▶ [What needs to be done] Go through the data below and copy it exactly, skipping every picture.

Top of Data extract

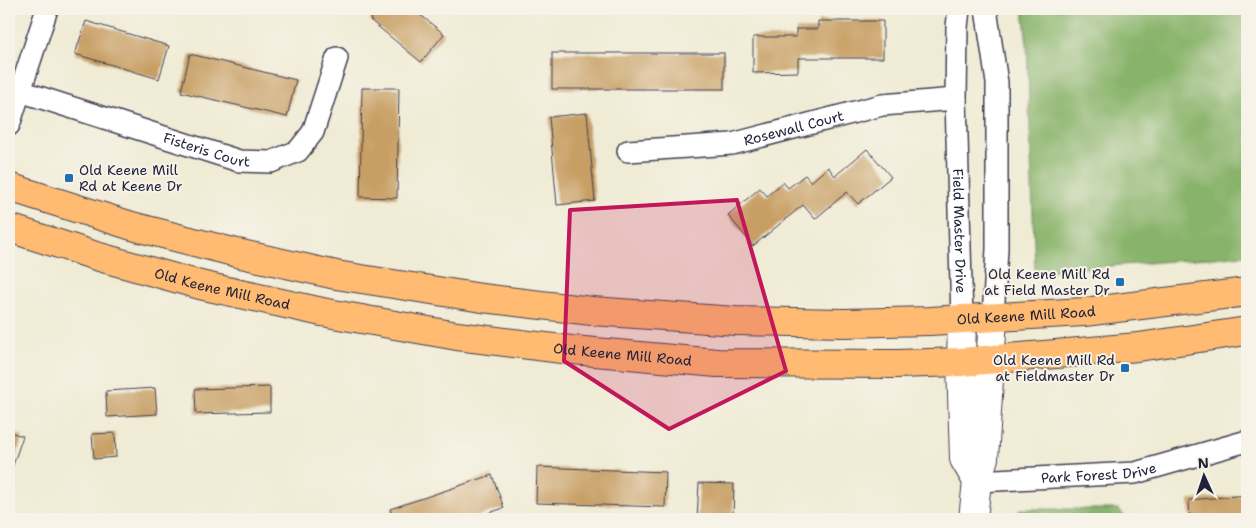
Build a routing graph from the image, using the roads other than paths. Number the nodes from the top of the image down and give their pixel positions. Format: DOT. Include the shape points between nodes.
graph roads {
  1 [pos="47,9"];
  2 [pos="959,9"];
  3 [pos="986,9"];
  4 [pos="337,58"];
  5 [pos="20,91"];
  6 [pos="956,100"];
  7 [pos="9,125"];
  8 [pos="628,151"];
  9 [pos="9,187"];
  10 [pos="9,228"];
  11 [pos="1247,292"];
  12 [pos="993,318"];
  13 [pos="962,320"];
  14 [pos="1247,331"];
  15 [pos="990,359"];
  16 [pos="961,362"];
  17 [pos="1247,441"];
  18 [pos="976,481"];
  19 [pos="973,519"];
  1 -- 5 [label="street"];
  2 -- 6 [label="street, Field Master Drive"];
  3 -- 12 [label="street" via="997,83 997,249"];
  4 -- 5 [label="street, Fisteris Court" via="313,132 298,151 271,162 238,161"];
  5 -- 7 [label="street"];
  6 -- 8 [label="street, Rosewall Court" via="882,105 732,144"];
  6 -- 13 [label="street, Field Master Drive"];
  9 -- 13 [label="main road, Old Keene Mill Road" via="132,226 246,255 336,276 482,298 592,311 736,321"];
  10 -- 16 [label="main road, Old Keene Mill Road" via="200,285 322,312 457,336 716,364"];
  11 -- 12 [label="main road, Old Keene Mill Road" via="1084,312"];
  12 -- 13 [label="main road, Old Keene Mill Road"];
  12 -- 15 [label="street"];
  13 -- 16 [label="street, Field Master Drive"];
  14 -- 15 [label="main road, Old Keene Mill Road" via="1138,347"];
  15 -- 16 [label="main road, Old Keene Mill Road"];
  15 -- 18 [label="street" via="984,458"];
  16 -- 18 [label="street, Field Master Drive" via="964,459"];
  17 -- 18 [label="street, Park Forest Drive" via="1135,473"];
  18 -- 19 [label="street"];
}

Bottom of Data extract

▶ [Completed task]
Build a routing graph from the image, using the roads other than paths. Number the nodes from the top of the image down and give their pixel positions. Format: DOT. Include the shape points between nodes.
graph roads {
  1 [pos="47,9"];
  2 [pos="959,9"];
  3 [pos="986,9"];
  4 [pos="337,58"];
  5 [pos="20,91"];
  6 [pos="956,100"];
  7 [pos="9,125"];
  8 [pos="628,151"];
  9 [pos="9,187"];
  10 [pos="9,228"];
  11 [pos="1247,292"];
  12 [pos="993,318"];
  13 [pos="962,320"];
  14 [pos="1247,331"];
  15 [pos="990,359"];
  16 [pos="961,362"];
  17 [pos="1247,441"];
  18 [pos="976,481"];
  19 [pos="973,519"];
  1 -- 5 [label="street"];
  2 -- 6 [label="street, Field Master Drive"];
  3 -- 12 [label="street" via="997,83 997,249"];
  4 -- 5 [label="street, Fisteris Court" via="313,132 298,151 271,162 238,161"];
  5 -- 7 [label="street"];
  6 -- 8 [label="street, Rosewall Court" via="882,105 732,144"];
  6 -- 13 [label="street, Field Master Drive"];
  9 -- 13 [label="main road, Old Keene Mill Road" via="132,226 246,255 336,276 482,298 592,311 736,321"];
  10 -- 16 [label="main road, Old Keene Mill Road" via="200,285 322,312 457,336 716,364"];
  11 -- 12 [label="main road, Old Keene Mill Road" via="1084,312"];
  12 -- 13 [label="main road, Old Keene Mill Road"];
  12 -- 15 [label="street"];
  13 -- 16 [label="street, Field Master Drive"];
  14 -- 15 [label="main road, Old Keene Mill Road" via="1138,347"];
  15 -- 16 [label="main road, Old Keene Mill Road"];
  15 -- 18 [label="street" via="984,458"];
  16 -- 18 [label="street, Field Master Drive" via="964,459"];
  17 -- 18 [label="street, Park Forest Drive" via="1135,473"];
  18 -- 19 [label="street"];
}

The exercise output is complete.